_GIVEN RECORDS_
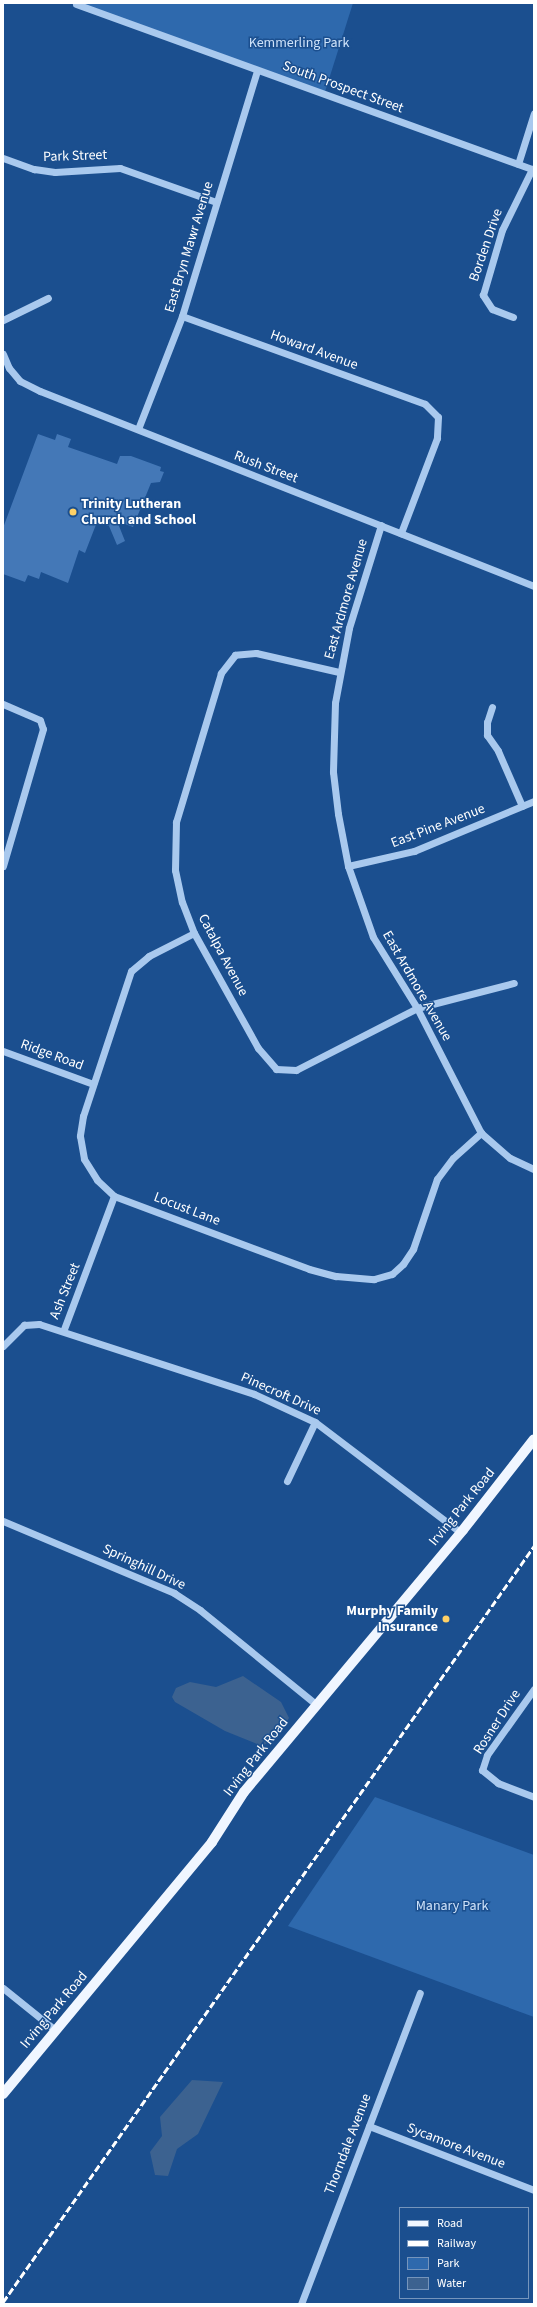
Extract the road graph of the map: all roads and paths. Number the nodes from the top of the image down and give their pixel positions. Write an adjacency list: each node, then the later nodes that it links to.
1 (76, 4): 2 (street, South Prospect Street)
2 (257, 71): 5 (street, South Prospect Street); 7 (street, East Bryn Mawr Avenue)
3 (534, 112): 5 (street)
4 (3, 158): 7 (street, Park Street)
5 (518, 164): 6 (street, South Prospect Street)
6 (533, 169): 10 (street, Borden Drive)
7 (216, 202): 9 (street, East Bryn Mawr Avenue)
8 (48, 298): 11 (street)
9 (182, 316): 14 (street, East Bryn Mawr Avenue); 16 (street, Howard Avenue)
10 (513, 317)
11 (3, 320)
12 (3, 354): 13 (street, Rush Street)
13 (6, 369): 14 (street, Rush Street)
14 (138, 429): 15 (street, Rush Street)
15 (381, 526): 16 (street, Rush Street); 18 (street, East Ardmore Avenue)
16 (401, 533): 17 (street, Rush Street)
17 (534, 586)
18 (338, 672): 24 (street, East Ardmore Avenue); 25 (street, Catalpa Avenue)
19 (3, 704): 23 (street)
20 (492, 707): 22 (street)
21 (534, 800): 22 (street, East Pine Avenue)
22 (522, 806): 24 (street, East Pine Avenue)
23 (3, 866)
24 (348, 866): 27 (street, East Ardmore Avenue)
25 (194, 933): 27 (street, Catalpa Avenue); 29 (street, Locust Lane)
26 (514, 983): 27 (street, Catalpa Avenue)
27 (417, 1008): 30 (street, East Ardmore Avenue)
28 (3, 1051): 29 (street, Ridge Road)
29 (93, 1084): 32 (street, Locust Lane)
30 (481, 1133): 31 (street, East Ardmore Avenue); 32 (street, Locust Lane)
31 (534, 1169)
32 (114, 1196): 33 (street, Ash Street)
33 (64, 1329): 34 (street, Ash Street); 35 (street, Pinecroft Drive)
34 (3, 1346)
35 (315, 1422): 37 (street); 39 (street, Pinecroft Drive)
36 (534, 1439): 39 (main road, Irving Park Road)
37 (287, 1481)
38 (3, 1521): 41 (street, Springhill Drive)
39 (461, 1533): 41 (main road, Irving Park Road)
40 (534, 1689): 42 (street, Rosner Drive)
41 (317, 1705): 45 (main road, Irving Park Road)
42 (534, 1797)
43 (3, 1988): 45 (street)
44 (420, 1993): 47 (street, Thorndale Avenue)
45 (55, 2030): 46 (main road, Irving Park Road)
46 (3, 2094)
47 (369, 2126): 48 (street, Sycamore Avenue); 49 (street, Thorndale Avenue)
48 (534, 2190)
49 (301, 2304)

_WHAT YOU NEED TO DO_
Whenever the word "Lane" occurs in a line of the listing above, return that line.

_SOLUTION TO THIS EXERCISE_
25 (194, 933): 27 (street, Catalpa Avenue); 29 (street, Locust Lane)
29 (93, 1084): 32 (street, Locust Lane)
30 (481, 1133): 31 (street, East Ardmore Avenue); 32 (street, Locust Lane)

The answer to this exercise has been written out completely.